:: Input ::
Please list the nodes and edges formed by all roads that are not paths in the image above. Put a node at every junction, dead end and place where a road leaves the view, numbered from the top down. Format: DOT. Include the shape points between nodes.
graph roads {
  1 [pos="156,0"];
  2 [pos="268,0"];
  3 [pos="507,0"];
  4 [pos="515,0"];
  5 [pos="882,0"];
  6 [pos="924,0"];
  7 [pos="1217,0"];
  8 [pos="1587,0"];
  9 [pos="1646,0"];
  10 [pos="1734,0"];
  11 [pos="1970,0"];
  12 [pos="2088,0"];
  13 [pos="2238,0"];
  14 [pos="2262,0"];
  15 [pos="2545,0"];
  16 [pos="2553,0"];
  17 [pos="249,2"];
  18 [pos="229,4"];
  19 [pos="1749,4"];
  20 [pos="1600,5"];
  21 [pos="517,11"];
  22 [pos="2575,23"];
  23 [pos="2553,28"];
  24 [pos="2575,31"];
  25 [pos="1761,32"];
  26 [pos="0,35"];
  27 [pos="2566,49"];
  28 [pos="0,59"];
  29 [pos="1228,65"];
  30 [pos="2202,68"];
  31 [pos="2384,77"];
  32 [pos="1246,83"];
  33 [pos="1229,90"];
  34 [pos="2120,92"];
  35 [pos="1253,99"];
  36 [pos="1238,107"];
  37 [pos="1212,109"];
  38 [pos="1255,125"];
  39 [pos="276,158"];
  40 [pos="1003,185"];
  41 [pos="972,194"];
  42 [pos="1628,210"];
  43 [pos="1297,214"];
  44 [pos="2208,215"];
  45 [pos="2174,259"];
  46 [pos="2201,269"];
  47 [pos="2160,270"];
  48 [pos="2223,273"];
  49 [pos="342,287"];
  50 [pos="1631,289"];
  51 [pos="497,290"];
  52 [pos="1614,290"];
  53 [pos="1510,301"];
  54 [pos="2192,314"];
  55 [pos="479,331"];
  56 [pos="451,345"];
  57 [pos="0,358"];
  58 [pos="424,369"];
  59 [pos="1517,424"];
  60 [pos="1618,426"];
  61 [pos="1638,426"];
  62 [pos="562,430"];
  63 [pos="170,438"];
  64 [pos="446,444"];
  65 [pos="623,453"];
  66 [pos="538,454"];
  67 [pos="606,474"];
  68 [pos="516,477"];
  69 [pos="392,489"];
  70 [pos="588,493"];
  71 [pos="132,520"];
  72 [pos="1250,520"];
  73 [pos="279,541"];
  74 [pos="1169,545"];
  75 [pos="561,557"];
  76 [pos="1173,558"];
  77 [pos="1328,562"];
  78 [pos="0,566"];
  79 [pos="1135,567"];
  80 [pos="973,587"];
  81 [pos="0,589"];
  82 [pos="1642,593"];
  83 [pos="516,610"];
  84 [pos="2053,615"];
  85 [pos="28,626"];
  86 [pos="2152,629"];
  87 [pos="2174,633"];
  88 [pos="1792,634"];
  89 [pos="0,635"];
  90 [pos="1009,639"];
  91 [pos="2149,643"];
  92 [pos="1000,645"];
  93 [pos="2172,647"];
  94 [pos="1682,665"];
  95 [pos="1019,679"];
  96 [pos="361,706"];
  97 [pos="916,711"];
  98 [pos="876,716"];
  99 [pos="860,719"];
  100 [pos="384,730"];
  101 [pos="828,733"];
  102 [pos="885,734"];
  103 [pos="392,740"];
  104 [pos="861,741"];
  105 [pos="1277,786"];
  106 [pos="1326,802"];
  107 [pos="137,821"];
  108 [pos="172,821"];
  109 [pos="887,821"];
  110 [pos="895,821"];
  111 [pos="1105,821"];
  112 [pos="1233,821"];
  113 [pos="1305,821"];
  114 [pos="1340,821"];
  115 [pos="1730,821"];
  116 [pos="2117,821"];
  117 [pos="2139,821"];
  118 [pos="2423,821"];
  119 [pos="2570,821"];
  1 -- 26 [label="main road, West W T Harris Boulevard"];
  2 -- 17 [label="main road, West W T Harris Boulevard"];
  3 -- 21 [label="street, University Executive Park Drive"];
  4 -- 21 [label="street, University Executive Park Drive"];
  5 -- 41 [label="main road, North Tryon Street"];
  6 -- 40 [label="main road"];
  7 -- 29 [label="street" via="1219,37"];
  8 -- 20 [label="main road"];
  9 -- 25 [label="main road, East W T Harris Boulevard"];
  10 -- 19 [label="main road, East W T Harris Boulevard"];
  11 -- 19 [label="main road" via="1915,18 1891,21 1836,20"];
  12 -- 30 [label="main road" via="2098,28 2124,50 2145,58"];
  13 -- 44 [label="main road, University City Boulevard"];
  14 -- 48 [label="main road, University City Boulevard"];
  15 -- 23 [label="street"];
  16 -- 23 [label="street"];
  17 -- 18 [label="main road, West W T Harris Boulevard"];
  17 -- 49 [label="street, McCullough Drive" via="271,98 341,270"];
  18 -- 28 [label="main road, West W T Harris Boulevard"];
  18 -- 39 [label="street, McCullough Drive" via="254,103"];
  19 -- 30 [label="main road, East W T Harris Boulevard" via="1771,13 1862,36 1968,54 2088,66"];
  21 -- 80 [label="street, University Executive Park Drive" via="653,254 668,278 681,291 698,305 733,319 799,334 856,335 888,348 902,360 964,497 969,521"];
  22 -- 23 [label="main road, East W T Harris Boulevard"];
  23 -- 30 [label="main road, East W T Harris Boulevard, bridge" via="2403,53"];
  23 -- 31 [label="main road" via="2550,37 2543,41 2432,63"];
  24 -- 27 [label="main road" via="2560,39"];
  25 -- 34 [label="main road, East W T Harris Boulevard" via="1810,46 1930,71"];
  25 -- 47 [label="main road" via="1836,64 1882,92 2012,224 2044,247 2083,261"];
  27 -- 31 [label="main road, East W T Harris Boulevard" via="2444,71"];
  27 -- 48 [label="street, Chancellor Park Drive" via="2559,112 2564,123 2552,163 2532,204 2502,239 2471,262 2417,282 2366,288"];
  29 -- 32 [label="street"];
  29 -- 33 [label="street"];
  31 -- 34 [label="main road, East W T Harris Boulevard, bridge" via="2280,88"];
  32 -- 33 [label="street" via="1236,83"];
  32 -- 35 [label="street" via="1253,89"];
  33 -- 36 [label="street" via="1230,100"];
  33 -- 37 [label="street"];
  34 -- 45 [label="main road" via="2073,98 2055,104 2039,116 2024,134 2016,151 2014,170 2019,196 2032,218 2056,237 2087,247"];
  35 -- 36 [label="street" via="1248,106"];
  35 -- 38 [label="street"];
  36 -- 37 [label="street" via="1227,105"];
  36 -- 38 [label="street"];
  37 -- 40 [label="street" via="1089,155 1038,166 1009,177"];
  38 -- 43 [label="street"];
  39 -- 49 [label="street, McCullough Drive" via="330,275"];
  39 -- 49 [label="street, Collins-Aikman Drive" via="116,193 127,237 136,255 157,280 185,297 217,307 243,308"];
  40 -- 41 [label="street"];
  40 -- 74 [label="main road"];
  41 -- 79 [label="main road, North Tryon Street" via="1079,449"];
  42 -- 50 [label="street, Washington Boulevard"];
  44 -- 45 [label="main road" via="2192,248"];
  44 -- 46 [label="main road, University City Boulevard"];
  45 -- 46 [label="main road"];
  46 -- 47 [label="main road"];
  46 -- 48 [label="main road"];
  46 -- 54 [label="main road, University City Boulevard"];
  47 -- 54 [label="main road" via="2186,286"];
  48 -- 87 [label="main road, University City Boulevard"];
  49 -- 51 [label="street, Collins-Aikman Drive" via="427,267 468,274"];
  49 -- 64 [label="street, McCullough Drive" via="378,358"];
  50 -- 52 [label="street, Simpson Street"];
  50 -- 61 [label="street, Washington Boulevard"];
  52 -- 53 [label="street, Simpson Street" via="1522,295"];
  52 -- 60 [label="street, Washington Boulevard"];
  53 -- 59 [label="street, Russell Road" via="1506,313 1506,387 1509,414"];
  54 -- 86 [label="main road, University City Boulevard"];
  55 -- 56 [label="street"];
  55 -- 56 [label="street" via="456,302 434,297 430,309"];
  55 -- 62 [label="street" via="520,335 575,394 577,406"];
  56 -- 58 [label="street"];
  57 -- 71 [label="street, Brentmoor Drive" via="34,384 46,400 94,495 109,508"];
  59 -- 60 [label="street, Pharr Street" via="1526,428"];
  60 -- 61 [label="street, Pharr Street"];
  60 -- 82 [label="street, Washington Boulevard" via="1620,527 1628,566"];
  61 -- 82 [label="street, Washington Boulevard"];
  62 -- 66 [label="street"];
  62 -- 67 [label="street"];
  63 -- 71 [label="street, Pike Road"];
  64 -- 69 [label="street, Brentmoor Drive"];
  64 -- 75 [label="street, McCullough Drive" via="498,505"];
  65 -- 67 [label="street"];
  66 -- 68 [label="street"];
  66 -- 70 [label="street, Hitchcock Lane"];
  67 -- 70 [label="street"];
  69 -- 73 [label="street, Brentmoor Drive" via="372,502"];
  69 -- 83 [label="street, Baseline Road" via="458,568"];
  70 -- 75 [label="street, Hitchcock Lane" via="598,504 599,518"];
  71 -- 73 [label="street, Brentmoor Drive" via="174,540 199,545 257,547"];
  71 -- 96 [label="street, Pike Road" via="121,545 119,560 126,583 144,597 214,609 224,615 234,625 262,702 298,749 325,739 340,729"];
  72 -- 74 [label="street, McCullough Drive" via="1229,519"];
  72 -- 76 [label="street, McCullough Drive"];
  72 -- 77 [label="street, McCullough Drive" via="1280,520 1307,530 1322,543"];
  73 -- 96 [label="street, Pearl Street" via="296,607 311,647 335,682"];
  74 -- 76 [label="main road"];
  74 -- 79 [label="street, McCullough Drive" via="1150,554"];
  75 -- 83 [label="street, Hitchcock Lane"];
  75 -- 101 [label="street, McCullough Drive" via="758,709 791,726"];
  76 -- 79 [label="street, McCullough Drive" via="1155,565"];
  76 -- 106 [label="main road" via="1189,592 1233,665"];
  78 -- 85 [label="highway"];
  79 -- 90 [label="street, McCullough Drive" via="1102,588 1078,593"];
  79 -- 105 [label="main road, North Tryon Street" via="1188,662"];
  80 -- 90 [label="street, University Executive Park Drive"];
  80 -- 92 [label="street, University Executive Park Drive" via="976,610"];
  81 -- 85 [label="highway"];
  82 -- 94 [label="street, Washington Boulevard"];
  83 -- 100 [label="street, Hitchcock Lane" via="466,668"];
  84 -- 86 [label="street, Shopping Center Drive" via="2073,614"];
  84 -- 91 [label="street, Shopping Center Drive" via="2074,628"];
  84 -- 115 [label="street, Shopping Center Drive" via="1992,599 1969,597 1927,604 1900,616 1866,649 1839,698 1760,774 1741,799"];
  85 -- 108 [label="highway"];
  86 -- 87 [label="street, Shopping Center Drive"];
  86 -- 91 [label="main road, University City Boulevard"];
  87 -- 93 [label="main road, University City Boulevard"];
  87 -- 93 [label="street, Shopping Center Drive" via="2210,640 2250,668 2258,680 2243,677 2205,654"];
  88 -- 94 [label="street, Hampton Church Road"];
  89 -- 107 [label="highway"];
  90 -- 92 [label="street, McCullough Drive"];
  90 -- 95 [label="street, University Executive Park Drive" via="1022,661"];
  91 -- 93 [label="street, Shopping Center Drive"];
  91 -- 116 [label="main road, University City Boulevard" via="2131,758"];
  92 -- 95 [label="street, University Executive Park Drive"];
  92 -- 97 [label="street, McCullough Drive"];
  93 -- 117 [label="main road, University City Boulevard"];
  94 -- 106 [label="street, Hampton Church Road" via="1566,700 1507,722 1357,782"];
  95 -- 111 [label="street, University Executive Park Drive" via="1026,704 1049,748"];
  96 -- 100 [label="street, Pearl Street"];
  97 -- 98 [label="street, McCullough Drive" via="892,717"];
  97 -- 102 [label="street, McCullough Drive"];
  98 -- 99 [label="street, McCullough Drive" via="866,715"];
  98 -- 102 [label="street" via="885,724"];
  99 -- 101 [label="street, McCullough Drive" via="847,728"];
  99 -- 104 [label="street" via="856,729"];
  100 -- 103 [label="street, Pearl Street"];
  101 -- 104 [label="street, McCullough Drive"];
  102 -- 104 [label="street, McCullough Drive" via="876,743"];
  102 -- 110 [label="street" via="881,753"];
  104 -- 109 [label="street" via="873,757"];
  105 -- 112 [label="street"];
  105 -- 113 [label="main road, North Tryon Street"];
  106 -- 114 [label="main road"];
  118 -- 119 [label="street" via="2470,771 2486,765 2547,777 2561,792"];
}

:: Problem requirements ::
Please find each line in the records above that holds the word "Hampton", and copy it.

:: Task solution ::
  88 -- 94 [label="street, Hampton Church Road"];
  94 -- 106 [label="street, Hampton Church Road" via="1566,700 1507,722 1357,782"];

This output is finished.